■ Task to complete ■
Pick every line out of the entries below that holds the string "Parkway", and report them.

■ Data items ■
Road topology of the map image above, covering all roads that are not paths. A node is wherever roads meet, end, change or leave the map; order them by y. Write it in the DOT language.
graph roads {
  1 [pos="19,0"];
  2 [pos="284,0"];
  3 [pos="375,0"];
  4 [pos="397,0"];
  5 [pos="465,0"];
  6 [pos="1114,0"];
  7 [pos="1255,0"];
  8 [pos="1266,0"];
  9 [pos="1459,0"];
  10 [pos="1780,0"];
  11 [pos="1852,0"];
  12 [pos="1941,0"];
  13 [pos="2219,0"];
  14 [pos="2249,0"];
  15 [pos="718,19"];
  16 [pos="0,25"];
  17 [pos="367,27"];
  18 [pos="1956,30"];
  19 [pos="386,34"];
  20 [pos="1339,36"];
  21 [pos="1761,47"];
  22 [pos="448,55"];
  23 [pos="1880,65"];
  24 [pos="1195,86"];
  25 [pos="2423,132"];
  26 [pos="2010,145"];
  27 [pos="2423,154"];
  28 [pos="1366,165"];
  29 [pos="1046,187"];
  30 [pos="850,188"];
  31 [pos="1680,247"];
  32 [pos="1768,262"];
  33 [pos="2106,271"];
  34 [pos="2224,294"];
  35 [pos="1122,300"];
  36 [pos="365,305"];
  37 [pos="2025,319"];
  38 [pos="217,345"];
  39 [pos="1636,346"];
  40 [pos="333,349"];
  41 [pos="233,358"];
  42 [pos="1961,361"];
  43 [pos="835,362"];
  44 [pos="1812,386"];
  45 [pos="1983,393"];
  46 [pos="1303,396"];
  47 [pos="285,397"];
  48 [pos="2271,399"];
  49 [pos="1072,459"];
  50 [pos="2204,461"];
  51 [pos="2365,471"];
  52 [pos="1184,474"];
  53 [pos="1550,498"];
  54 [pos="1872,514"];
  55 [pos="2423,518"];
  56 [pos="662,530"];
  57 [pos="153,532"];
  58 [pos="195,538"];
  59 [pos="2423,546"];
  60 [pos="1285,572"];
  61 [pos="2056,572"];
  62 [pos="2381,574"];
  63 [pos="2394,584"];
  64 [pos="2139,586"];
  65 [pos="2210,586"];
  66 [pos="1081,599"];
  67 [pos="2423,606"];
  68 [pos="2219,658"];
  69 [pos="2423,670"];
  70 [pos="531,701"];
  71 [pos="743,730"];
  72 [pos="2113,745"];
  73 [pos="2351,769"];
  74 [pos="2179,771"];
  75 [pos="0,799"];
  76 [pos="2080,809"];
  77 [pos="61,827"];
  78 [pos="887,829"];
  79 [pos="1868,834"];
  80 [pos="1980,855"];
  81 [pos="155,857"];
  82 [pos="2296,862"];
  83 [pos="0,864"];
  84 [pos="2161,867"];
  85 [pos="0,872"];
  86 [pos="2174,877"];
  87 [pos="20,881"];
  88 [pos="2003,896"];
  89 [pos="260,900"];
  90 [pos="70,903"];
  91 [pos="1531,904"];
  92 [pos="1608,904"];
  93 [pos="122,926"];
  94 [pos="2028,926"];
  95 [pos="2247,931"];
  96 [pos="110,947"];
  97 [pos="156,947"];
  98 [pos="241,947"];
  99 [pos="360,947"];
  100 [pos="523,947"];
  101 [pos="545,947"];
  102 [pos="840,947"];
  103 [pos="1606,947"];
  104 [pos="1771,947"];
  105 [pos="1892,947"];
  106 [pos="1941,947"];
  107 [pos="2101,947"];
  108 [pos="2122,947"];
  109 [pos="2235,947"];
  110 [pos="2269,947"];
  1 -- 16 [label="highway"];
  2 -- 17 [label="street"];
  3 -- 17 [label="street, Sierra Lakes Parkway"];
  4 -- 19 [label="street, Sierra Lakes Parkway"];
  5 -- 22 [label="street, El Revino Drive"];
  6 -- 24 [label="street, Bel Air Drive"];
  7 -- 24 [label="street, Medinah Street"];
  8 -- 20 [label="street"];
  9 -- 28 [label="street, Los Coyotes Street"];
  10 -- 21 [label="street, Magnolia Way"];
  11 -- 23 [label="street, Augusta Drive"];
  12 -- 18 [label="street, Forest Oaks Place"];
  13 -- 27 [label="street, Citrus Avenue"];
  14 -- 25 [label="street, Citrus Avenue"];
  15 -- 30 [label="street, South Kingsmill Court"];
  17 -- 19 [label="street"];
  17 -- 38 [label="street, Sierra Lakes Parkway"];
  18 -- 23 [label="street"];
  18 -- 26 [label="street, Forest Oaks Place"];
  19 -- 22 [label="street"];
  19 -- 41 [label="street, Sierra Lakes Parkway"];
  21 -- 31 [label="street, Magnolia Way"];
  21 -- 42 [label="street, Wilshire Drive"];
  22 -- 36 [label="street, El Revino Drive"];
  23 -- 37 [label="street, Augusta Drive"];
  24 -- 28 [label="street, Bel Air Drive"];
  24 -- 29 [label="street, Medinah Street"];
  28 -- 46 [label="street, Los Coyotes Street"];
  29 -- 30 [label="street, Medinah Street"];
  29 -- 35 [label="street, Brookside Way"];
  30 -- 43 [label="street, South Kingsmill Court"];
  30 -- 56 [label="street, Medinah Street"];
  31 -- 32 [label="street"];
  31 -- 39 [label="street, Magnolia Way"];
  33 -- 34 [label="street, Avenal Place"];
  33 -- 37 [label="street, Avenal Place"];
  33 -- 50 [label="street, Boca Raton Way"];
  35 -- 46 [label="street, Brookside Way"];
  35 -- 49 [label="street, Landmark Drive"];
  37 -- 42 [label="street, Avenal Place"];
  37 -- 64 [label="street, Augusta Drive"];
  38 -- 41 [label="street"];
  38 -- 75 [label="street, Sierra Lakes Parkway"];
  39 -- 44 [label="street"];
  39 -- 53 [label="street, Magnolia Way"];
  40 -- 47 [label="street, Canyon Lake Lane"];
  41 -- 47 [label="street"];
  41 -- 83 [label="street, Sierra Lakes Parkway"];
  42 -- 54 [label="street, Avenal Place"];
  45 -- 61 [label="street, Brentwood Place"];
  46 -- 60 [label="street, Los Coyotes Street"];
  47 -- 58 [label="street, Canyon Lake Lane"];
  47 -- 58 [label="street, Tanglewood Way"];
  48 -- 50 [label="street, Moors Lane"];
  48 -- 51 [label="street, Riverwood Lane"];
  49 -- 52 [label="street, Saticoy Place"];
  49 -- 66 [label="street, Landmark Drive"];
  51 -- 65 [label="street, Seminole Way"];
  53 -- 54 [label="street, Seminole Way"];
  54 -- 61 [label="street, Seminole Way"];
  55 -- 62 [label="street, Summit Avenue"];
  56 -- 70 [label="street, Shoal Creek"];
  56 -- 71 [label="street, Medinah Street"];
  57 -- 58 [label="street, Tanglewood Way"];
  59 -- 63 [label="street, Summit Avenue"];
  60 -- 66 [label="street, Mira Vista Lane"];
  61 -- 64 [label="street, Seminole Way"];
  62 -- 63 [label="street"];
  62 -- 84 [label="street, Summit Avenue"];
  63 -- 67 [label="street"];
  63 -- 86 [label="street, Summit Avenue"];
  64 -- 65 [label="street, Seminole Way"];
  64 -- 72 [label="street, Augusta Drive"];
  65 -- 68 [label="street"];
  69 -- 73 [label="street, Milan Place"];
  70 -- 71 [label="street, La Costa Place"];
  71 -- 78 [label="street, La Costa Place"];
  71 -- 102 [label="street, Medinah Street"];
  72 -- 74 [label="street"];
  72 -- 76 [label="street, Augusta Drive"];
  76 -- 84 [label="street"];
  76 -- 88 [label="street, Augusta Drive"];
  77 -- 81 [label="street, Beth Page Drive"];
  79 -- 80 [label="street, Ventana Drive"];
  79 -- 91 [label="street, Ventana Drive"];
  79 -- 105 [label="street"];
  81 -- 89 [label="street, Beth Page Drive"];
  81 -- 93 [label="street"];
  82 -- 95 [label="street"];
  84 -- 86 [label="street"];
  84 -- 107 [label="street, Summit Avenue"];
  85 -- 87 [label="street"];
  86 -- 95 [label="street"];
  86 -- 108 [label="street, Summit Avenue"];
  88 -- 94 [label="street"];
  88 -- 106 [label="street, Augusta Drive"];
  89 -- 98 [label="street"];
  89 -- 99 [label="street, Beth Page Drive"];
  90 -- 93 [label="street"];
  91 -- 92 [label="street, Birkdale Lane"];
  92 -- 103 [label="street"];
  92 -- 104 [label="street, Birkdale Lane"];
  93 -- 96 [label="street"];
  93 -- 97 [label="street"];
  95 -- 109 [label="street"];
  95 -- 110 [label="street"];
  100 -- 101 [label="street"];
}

■ Worked solution ■
  3 -- 17 [label="street, Sierra Lakes Parkway"];
  4 -- 19 [label="street, Sierra Lakes Parkway"];
  17 -- 38 [label="street, Sierra Lakes Parkway"];
  19 -- 41 [label="street, Sierra Lakes Parkway"];
  38 -- 75 [label="street, Sierra Lakes Parkway"];
  41 -- 83 [label="street, Sierra Lakes Parkway"];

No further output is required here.